* _Records contained in a dataset_:
════

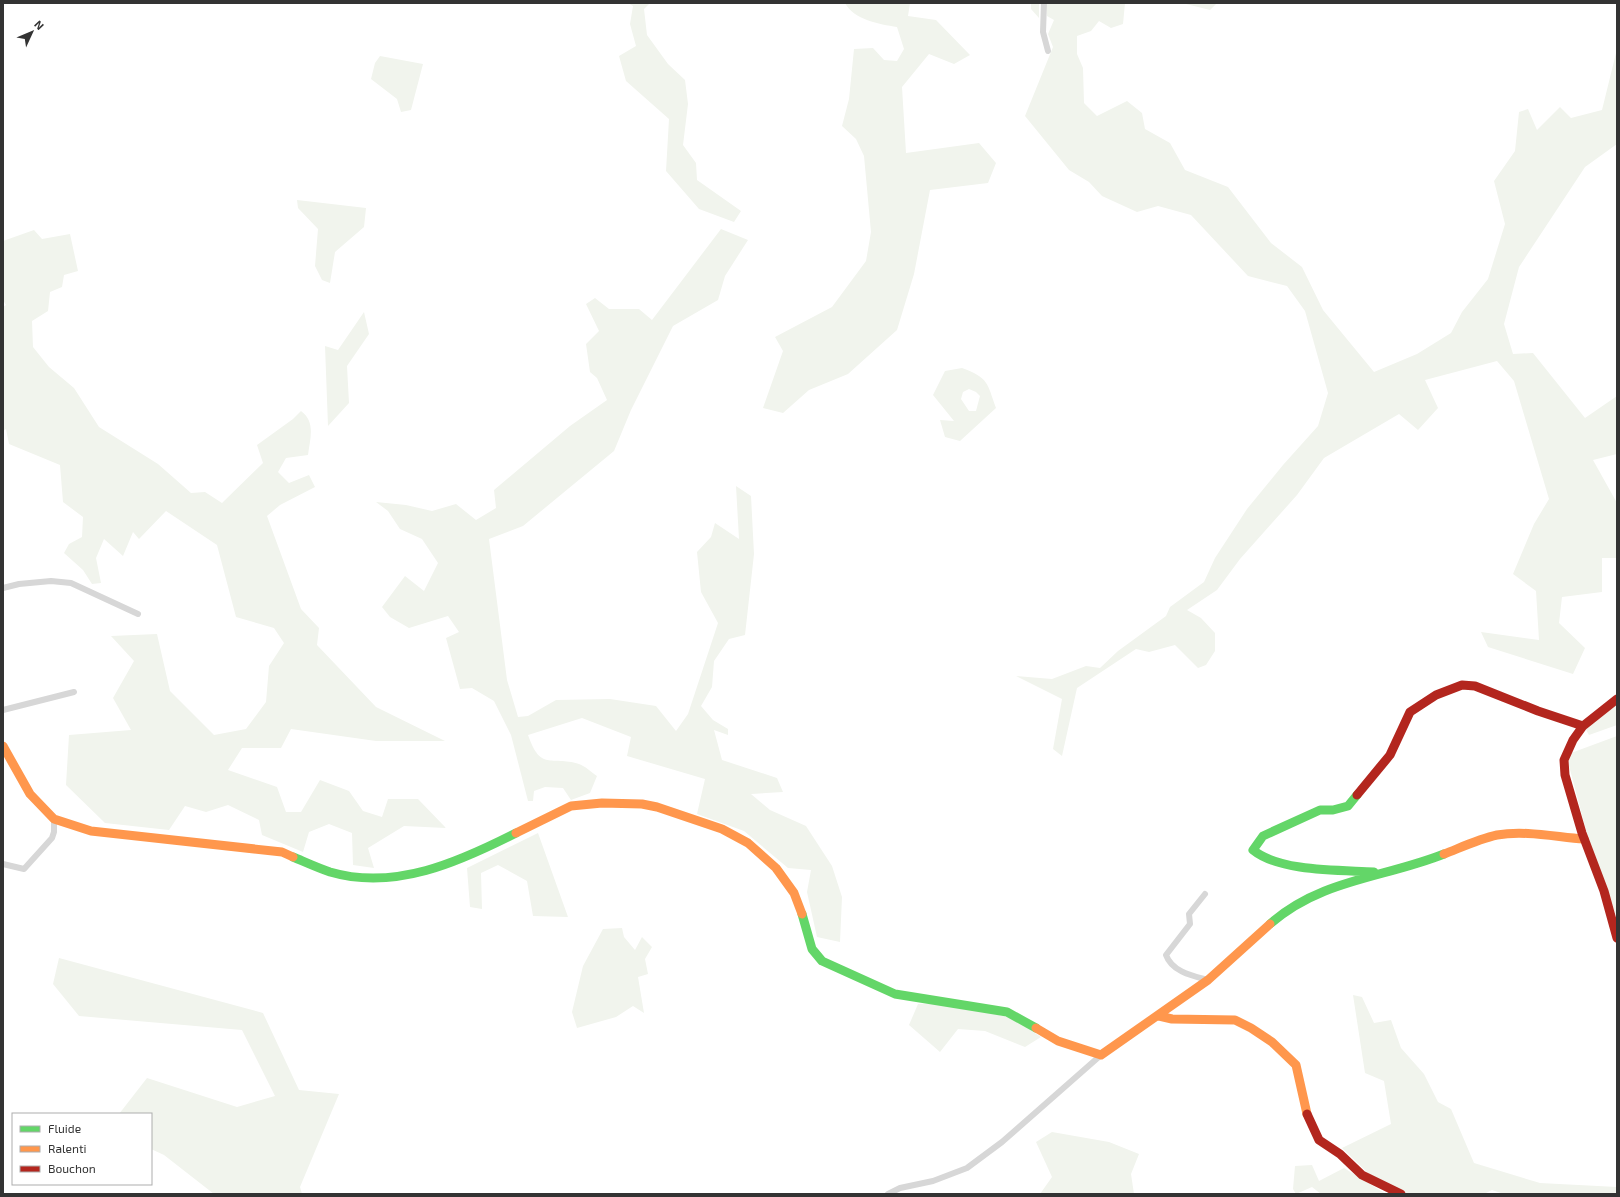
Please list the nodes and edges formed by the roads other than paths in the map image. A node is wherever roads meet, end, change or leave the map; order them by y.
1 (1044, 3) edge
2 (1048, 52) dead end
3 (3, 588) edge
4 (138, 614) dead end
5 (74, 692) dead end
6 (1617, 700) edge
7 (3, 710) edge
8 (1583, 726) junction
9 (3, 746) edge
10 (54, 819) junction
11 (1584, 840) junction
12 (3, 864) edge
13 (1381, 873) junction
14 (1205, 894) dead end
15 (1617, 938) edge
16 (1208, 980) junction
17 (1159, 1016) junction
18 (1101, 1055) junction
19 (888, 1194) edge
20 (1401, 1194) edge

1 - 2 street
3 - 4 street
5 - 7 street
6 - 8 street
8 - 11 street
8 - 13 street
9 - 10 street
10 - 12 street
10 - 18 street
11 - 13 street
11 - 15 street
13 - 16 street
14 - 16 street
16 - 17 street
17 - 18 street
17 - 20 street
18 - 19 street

════

* _EXERCISE OBJECTIVE_: Could you restate every record above word for word, dropping the pictures?

* _TASK ANSWER_:
Please list the nodes and edges formed by the roads other than paths in the map image. A node is wherever roads meet, end, change or leave the map; order them by y.
1 (1044, 3) edge
2 (1048, 52) dead end
3 (3, 588) edge
4 (138, 614) dead end
5 (74, 692) dead end
6 (1617, 700) edge
7 (3, 710) edge
8 (1583, 726) junction
9 (3, 746) edge
10 (54, 819) junction
11 (1584, 840) junction
12 (3, 864) edge
13 (1381, 873) junction
14 (1205, 894) dead end
15 (1617, 938) edge
16 (1208, 980) junction
17 (1159, 1016) junction
18 (1101, 1055) junction
19 (888, 1194) edge
20 (1401, 1194) edge

1 - 2 street
3 - 4 street
5 - 7 street
6 - 8 street
8 - 11 street
8 - 13 street
9 - 10 street
10 - 12 street
10 - 18 street
11 - 13 street
11 - 15 street
13 - 16 street
14 - 16 street
16 - 17 street
17 - 18 street
17 - 20 street
18 - 19 street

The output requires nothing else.